What makes Yale Medicine's approach to high-risk pregnancies unique?

Yale Medicine has a large, multidisciplinary team of specialists who are leaders in their fields. We come together when needed to help create care plans for high-risk patients in order to help them successfully navigate pregnancy. 

Yale New Haven Hospital also has an inpatient 18-bed Maternal Special Care Unit dedicated to women with high-risk pregnancies. Yale Medicine physicians developed many of the methods and procedures used today to safely navigate pregnancy. These include obstetrical ultrasound, fetal echocardiography, fetal heart rate monitoring, noninvasive fetal anemia assessment, percutaneous umbilical blood sampling (PUBS), in-utero fetal blood transfusion and invasive therapies such as fetoscopy and fetal surgery.
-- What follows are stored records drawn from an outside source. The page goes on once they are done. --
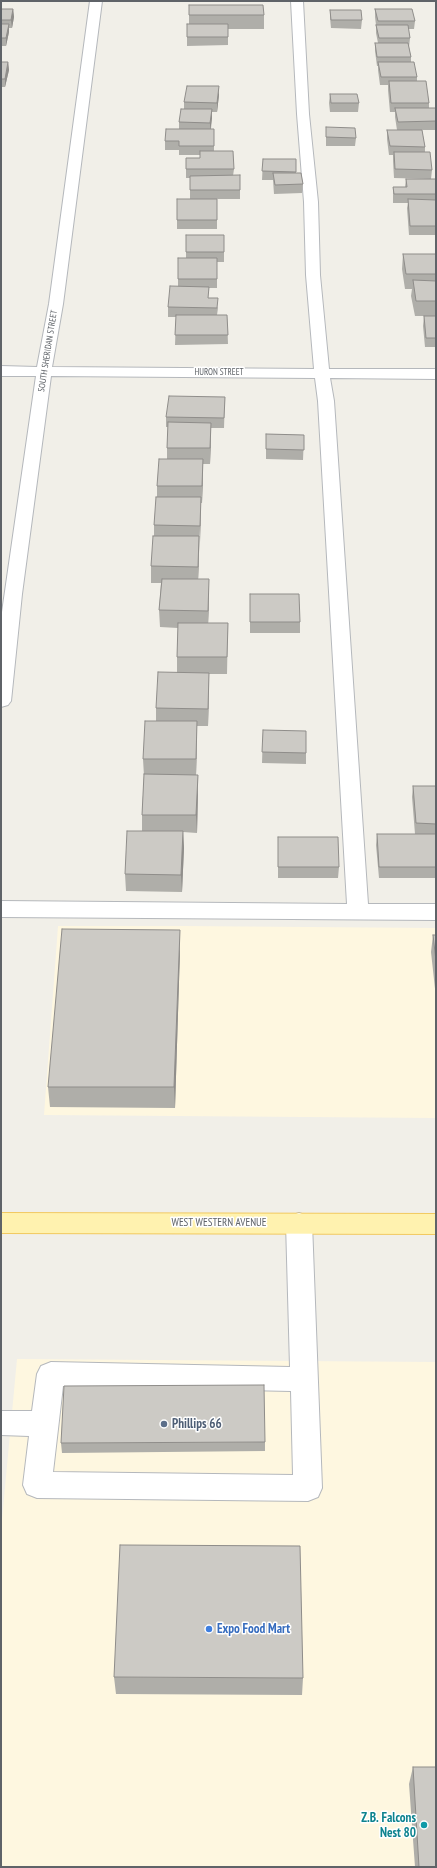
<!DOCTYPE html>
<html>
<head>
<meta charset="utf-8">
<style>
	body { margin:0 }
	#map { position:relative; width:437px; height:1868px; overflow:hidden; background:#f1efe8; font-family:"PT Sans Narrow",sans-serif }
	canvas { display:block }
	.frame { position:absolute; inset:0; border:2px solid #5f6368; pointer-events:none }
</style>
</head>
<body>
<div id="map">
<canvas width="437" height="1868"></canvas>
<div class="frame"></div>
</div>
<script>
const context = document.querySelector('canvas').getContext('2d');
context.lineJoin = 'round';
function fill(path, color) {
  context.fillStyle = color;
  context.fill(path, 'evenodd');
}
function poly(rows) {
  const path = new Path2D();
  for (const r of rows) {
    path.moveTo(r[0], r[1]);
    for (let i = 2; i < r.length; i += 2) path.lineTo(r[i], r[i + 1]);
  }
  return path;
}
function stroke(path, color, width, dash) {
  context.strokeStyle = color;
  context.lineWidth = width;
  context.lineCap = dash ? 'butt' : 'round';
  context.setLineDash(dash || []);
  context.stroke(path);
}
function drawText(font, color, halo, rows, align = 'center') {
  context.font = font + ' "PT Sans Narrow",sans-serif';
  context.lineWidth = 3;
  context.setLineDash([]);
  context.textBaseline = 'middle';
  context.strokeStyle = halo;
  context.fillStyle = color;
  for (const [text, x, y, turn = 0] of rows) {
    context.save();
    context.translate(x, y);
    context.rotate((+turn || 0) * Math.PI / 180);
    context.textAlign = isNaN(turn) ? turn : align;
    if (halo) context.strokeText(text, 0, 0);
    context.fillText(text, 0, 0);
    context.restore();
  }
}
fill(poly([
	[58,926,181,926,436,928,436,1118,44,1115],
	[17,1359,436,1362,436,1867,1,1867,1,1530]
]), '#fef7e0');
const minor = poly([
	[90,1,102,1,63,304,52,367,314,369,306,275,304,202,297,114,291,1,303,1,309,114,318,202,320,275,329,369,436,369,436,379,330,378,334,401,368,904,436,904,436,920,1,917,1,901,347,904,318,401,315,378,51,376,22,594,11,701,8,705,1,707,1,619,36,376,1,376,1,366,37,367,49,304,90,1],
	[299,1213,308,1216,312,1223,322,1488,318,1497,308,1501,37,1498,27,1494,23,1485,29,1436,1,1435,1,1411,32,1411,37,1374,41,1366,51,1362,290,1367,286,1223,290,1216,299,1213],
	[63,1386,291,1391,293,1475,53,1472,63,1386]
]);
const major = poly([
	[1,1213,436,1214,436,1234,1,1233,1,1213]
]);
stroke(minor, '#b5b8bc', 2);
stroke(major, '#f2c960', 2);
fill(minor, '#fff');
fill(major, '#fff2af');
fill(poly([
	[1,9,13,9,14,17,12,28,9,28,9,32,6,46,1,46],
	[375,9,415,21,414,29,408,29,410,38,409,47,411,57,411,62,417,77,417,81,429,103,429,108,436,110,436,130,422,130,425,147,425,152,432,170,431,179,394,178,393,161,393,155,389,155,387,139,387,130,397,130,395,117,395,112,390,112,388,90,388,85,380,85,378,70,378,66,377,66,375,51,375,43,378,43,376,33,376,25,375,17],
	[330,10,362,20,361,29,331,28,330,18],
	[189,15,264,15,264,29,228,29,228,45,187,46,187,24,189,24],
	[1,62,8,62,9,70,5,87,1,87],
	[330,94,359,103,358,112,330,112,329,103],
	[219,95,217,112,212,112,212,118,211,129,214,129,214,151,234,169,233,176,240,190,240,199,217,199,217,229,177,229,177,220,190,199,190,178,186,178,186,158,200,158,200,155,179,155,179,150,165,150,165,141,179,129,179,122,184,109,184,102],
	[326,127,356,138,355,146,326,146],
	[263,159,296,159,296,173,303,184,302,193,274,194,273,180,262,180],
	[406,179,436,179,436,235,409,235,407,208,408,203,393,203,393,187,405,187],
	[186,235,224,235,224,262,217,262,217,288,209,288,208,298,218,308,217,315,227,315,228,344,175,345,176,317,168,317,168,307,178,286,178,279,186,258],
	[403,254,436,254,436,347,425,347,423,326,424,316,415,316,411,296,412,289,405,289,402,269],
	[225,397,224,428,211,428,210,464,203,464,202,503,201,503,198,579,209,596,208,623,228,623,227,674,209,674,208,726,197,726,196,775,198,775,198,792,197,833,183,832,184,848,182,892,126,891,125,874,142,831,142,815,144,776,143,759,156,721,156,708,177,673,177,657,178,628,160,627,159,610,161,583,151,583,151,566,154,536,154,525,157,497,157,486,167,459,167,448,168,427,166,427,166,417],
	[266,434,304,435,303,460,266,459],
	[250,594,300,622,300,633,250,633],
	[263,730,306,753,306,764,262,763],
	[413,786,436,786,436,878,379,878,376,845,377,834,415,834,412,797],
	[278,837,339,867,338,878,278,878],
	[433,935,436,935,436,998,431,952],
	[180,950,175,1108,50,1107,48,1087],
	[265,1442,265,1451,62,1453,61,1443],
	[114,1677,303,1678,302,1695,116,1694],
	[413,1767,436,1867,415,1867,409,1784]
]), '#afaea9');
fill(poly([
	[13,9,14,17,12,28,11,20],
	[9,24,9,32,6,46,6,38],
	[8,62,9,70,5,87,5,79],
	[219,86,219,95,217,112,217,103],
	[212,109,212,118,210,132,210,123],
	[211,423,211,439,210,464,210,448],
	[203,459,203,476,202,503,202,486],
	[201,497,201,514,200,542,200,526],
	[199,536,199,553,198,584,198,567],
	[209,579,209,596,208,628,208,611],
	[209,673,209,690,208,726,208,709],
	[197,721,197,739,196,776,196,759],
	[198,775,198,792,197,833,196,815],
	[183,831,184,848,182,892,181,875],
	[180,930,180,950,175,1108,174,1087]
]), '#8f8d8a');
const building = poly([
	[189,5,263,5,264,15,189,15,189,5],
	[1,9,13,9,11,20,1,20,1,9],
	[375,9,412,9,415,21,378,21,375,9],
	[330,10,361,10,362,20,331,20,330,10],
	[1,24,9,24,6,38,1,38,1,24],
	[187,24,228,24,228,37,187,37,187,24],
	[376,25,408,25,410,38,379,38,376,25],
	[375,43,408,43,411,57,377,57,375,43],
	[1,62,8,62,5,79,1,79,1,62],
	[378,62,414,62,417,77,381,77,378,62],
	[389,81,426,81,429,103,391,103,389,81],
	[187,86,219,86,217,103,184,102,187,86],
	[330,94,357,94,359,103,331,103,330,94],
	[395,108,436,108,436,121,398,122,395,108],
	[181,109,212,109,210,123,179,122,181,109],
	[326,127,355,128,356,138,326,137,326,127],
	[166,129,214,129,214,146,179,146,179,141,165,141,166,129],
	[387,130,422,130,425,147,390,146,387,130],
	[200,151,233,151,234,169,186,169,186,158,200,158,200,151],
	[394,152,430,152,432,170,395,169,394,152],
	[263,159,296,159,296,172,262,171,263,159],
	[273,173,301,173,303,184,275,185,273,173],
	[240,175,240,190,190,190,190,176,240,175],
	[406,179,436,179,436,194,394,194,393,187,407,187,406,179],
	[177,199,217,199,217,220,177,220,177,199],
	[408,199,436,200,436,226,410,226,408,199],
	[186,235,224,235,224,252,186,252,186,235],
	[403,254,436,254,436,274,406,274,403,254],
	[178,258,217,258,217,279,178,279,178,258],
	[413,280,436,281,436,301,416,301,413,280],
	[170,286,209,287,208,298,218,298,217,308,168,307,170,286],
	[176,315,227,315,228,335,175,335,176,315],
	[424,316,436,316,436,338,426,338,424,316],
	[169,396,225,397,224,418,166,417,169,396],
	[168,422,211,423,210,448,167,448,168,422],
	[266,434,304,435,304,450,266,449,266,434],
	[159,459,203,459,202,486,157,486,159,459],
	[156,497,201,497,200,526,154,525,156,497],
	[153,536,199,536,198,567,151,566,153,536],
	[162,579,209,579,208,611,159,610,162,579],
	[250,594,299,594,300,622,250,622,250,594],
	[178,623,228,623,227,657,177,657,178,623],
	[158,672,209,673,208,709,156,708,158,672],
	[145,721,197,721,196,759,143,759,145,721],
	[263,730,306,731,306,753,262,752,263,730],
	[144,774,198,775,196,815,142,815,144,774],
	[413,786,436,786,436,824,416,823,413,786],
	[127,831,183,831,181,875,125,874,127,831],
	[377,834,436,834,436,867,379,867,377,834],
	[278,837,338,837,339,867,278,867,278,837],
	[62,929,180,930,174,1087,48,1087,62,929],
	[433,935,436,935,436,961,433,935],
	[264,1385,265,1442,61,1443,64,1386,264,1385],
	[120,1545,300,1546,303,1678,114,1677,120,1545],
	[413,1767,436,1767,436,1867,419,1867,413,1767]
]);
fill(building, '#cccac5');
stroke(building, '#8f8d8a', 1);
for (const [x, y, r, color] of [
	[164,1424,4,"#5c6f8a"],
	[209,1629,4,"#3f7fe0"],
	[424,1825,4,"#0f9aa8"]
]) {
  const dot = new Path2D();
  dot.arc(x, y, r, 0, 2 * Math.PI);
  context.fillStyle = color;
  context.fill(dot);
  stroke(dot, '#fff', 1.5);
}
drawText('9px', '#5f6368', '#fff', [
	["SOUTH SHERIDAN STREET",48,351,-81],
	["HURON STREET",219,372]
]);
drawText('11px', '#5f6368', '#fff', [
	["WEST WESTERN AVENUE",219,1223]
]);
drawText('bold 13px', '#4e5e75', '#fff', [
	["Phillips 66",172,1424]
], 'left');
drawText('bold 13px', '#366cbe', '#fff', [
	["Expo Food Mart",217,1629]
], 'left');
drawText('bold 13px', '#0d838f', '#fff', [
	["Z.B. Falcons",416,1818],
	["Nest 80",416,1833]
], 'right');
</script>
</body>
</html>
"We also staff our labor floor 24-7 with maternal-fetal specialists, which no one else does in the state," Dr. Campbell says. "So for any type of complicated pregnancy, there is no waiting until morning to be seen. Plus, we have expertise in complex Cesarian deliveries and other situations." 

In many cases, Yale Medicine physicians coordinate with the patient's primary ob-gyn. The goal is to have a familiar face on the patient's team and to receive some care close to home.

Yale Medicine's team also includes social workers, psychological and psychiatric services, nursing support, as well as community-wide programs to support the loss of pregnancy.

"We make a personal connection with mothers and families. Being a large academic center, Yale is often a family's ultimate stop. They've been to other places and now they are with us, and we help them," Dr. Campbell says. "A big part of our practice is women coming back for a second pregnancy and we talk about what she can do to optimize it, sometimes even pre-conception."